» What the task asks: Give back every line of the data, word for word.

:: Dataset records ::

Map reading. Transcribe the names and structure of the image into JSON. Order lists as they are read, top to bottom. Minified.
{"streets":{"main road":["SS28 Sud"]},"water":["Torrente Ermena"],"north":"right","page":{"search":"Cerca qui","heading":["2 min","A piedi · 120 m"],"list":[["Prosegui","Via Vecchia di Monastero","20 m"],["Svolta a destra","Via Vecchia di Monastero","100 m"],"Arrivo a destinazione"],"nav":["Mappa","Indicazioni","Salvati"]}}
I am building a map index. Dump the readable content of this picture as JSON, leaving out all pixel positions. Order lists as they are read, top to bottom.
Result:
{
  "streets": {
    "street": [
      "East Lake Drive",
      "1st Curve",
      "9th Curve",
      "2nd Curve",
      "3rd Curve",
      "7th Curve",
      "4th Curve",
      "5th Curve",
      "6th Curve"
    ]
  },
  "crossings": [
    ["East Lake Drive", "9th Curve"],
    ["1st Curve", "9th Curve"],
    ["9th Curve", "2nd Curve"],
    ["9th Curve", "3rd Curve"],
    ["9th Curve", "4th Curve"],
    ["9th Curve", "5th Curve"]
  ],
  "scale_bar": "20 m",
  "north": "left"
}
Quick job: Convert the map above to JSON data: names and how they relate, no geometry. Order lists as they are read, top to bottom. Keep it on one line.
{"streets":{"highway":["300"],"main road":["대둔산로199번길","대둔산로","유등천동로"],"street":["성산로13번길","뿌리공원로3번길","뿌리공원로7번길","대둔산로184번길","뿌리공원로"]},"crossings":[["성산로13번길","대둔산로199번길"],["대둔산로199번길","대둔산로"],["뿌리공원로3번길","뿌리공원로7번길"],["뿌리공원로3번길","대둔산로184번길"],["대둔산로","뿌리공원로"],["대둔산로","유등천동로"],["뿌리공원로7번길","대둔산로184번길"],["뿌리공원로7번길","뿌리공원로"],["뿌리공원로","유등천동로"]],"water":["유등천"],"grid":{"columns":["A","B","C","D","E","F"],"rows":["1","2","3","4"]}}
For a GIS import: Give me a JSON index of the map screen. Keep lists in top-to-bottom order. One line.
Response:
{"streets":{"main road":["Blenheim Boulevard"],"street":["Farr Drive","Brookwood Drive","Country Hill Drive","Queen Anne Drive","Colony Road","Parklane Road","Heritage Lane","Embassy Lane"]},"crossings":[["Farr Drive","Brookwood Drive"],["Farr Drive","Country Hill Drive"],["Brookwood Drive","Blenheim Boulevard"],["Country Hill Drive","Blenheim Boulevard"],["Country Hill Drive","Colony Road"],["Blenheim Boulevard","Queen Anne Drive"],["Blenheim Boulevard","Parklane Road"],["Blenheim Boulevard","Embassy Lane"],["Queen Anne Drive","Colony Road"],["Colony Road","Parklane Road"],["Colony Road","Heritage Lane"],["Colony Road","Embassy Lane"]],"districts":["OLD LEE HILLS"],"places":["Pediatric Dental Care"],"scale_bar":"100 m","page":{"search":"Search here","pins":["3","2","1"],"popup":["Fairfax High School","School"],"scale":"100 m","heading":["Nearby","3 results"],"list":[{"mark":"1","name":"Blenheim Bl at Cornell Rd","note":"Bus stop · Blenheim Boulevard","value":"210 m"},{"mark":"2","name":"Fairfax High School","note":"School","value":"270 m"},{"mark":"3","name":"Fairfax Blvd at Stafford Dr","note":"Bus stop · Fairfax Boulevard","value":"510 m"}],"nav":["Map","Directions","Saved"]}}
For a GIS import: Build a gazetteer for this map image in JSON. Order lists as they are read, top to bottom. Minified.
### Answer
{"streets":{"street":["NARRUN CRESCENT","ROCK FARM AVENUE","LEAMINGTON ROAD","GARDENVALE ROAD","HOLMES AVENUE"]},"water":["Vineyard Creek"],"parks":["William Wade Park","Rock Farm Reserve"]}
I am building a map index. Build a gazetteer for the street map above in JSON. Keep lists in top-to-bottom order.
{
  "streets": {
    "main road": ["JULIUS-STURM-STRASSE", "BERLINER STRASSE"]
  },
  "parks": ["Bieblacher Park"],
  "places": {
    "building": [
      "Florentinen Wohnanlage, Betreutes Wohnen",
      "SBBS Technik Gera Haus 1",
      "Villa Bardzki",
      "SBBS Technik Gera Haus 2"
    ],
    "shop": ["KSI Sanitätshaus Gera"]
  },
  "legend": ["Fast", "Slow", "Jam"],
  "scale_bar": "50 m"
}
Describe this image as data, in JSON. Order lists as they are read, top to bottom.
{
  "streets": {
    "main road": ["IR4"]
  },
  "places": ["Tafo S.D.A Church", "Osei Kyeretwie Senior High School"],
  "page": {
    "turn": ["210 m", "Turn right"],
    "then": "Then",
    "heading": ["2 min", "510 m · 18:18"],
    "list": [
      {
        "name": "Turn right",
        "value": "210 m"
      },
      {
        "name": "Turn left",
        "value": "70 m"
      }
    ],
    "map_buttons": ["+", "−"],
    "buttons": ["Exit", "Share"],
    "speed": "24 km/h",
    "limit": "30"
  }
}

:::

» Answer section:
Map reading. Transcribe the names and structure of the image into JSON. Order lists as they are read, top to bottom. Minified.
{"streets":{"main road":["SS28 Sud"]},"water":["Torrente Ermena"],"north":"right","page":{"search":"Cerca qui","heading":["2 min","A piedi · 120 m"],"list":[["Prosegui","Via Vecchia di Monastero","20 m"],["Svolta a destra","Via Vecchia di Monastero","100 m"],"Arrivo a destinazione"],"nav":["Mappa","Indicazioni","Salvati"]}}
I am building a map index. Dump the readable content of this picture as JSON, leaving out all pixel positions. Order lists as they are read, top to bottom.
Result:
{
  "streets": {
    "street": [
      "East Lake Drive",
      "1st Curve",
      "9th Curve",
      "2nd Curve",
      "3rd Curve",
      "7th Curve",
      "4th Curve",
      "5th Curve",
      "6th Curve"
    ]
  },
  "crossings": [
    ["East Lake Drive", "9th Curve"],
    ["1st Curve", "9th Curve"],
    ["9th Curve", "2nd Curve"],
    ["9th Curve", "3rd Curve"],
    ["9th Curve", "4th Curve"],
    ["9th Curve", "5th Curve"]
  ],
  "scale_bar": "20 m",
  "north": "left"
}
Quick job: Convert the map above to JSON data: names and how they relate, no geometry. Order lists as they are read, top to bottom. Keep it on one line.
{"streets":{"highway":["300"],"main road":["대둔산로199번길","대둔산로","유등천동로"],"street":["성산로13번길","뿌리공원로3번길","뿌리공원로7번길","대둔산로184번길","뿌리공원로"]},"crossings":[["성산로13번길","대둔산로199번길"],["대둔산로199번길","대둔산로"],["뿌리공원로3번길","뿌리공원로7번길"],["뿌리공원로3번길","대둔산로184번길"],["대둔산로","뿌리공원로"],["대둔산로","유등천동로"],["뿌리공원로7번길","대둔산로184번길"],["뿌리공원로7번길","뿌리공원로"],["뿌리공원로","유등천동로"]],"water":["유등천"],"grid":{"columns":["A","B","C","D","E","F"],"rows":["1","2","3","4"]}}
For a GIS import: Give me a JSON index of the map screen. Keep lists in top-to-bottom order. One line.
Response:
{"streets":{"main road":["Blenheim Boulevard"],"street":["Farr Drive","Brookwood Drive","Country Hill Drive","Queen Anne Drive","Colony Road","Parklane Road","Heritage Lane","Embassy Lane"]},"crossings":[["Farr Drive","Brookwood Drive"],["Farr Drive","Country Hill Drive"],["Brookwood Drive","Blenheim Boulevard"],["Country Hill Drive","Blenheim Boulevard"],["Country Hill Drive","Colony Road"],["Blenheim Boulevard","Queen Anne Drive"],["Blenheim Boulevard","Parklane Road"],["Blenheim Boulevard","Embassy Lane"],["Queen Anne Drive","Colony Road"],["Colony Road","Parklane Road"],["Colony Road","Heritage Lane"],["Colony Road","Embassy Lane"]],"districts":["OLD LEE HILLS"],"places":["Pediatric Dental Care"],"scale_bar":"100 m","page":{"search":"Search here","pins":["3","2","1"],"popup":["Fairfax High School","School"],"scale":"100 m","heading":["Nearby","3 results"],"list":[{"mark":"1","name":"Blenheim Bl at Cornell Rd","note":"Bus stop · Blenheim Boulevard","value":"210 m"},{"mark":"2","name":"Fairfax High School","note":"School","value":"270 m"},{"mark":"3","name":"Fairfax Blvd at Stafford Dr","note":"Bus stop · Fairfax Boulevard","value":"510 m"}],"nav":["Map","Directions","Saved"]}}
For a GIS import: Build a gazetteer for this map image in JSON. Order lists as they are read, top to bottom. Minified.
### Answer
{"streets":{"street":["NARRUN CRESCENT","ROCK FARM AVENUE","LEAMINGTON ROAD","GARDENVALE ROAD","HOLMES AVENUE"]},"water":["Vineyard Creek"],"parks":["William Wade Park","Rock Farm Reserve"]}
I am building a map index. Build a gazetteer for the street map above in JSON. Keep lists in top-to-bottom order.
{
  "streets": {
    "main road": ["JULIUS-STURM-STRASSE", "BERLINER STRASSE"]
  },
  "parks": ["Bieblacher Park"],
  "places": {
    "building": [
      "Florentinen Wohnanlage, Betreutes Wohnen",
      "SBBS Technik Gera Haus 1",
      "Villa Bardzki",
      "SBBS Technik Gera Haus 2"
    ],
    "shop": ["KSI Sanitätshaus Gera"]
  },
  "legend": ["Fast", "Slow", "Jam"],
  "scale_bar": "50 m"
}
Describe this image as data, in JSON. Order lists as they are read, top to bottom.
{
  "streets": {
    "main road": ["IR4"]
  },
  "places": ["Tafo S.D.A Church", "Osei Kyeretwie Senior High School"],
  "page": {
    "turn": ["210 m", "Turn right"],
    "then": "Then",
    "heading": ["2 min", "510 m · 18:18"],
    "list": [
      {
        "name": "Turn right",
        "value": "210 m"
      },
      {
        "name": "Turn left",
        "value": "70 m"
      }
    ],
    "map_buttons": ["+", "−"],
    "buttons": ["Exit", "Share"],
    "speed": "24 km/h",
    "limit": "30"
  }
}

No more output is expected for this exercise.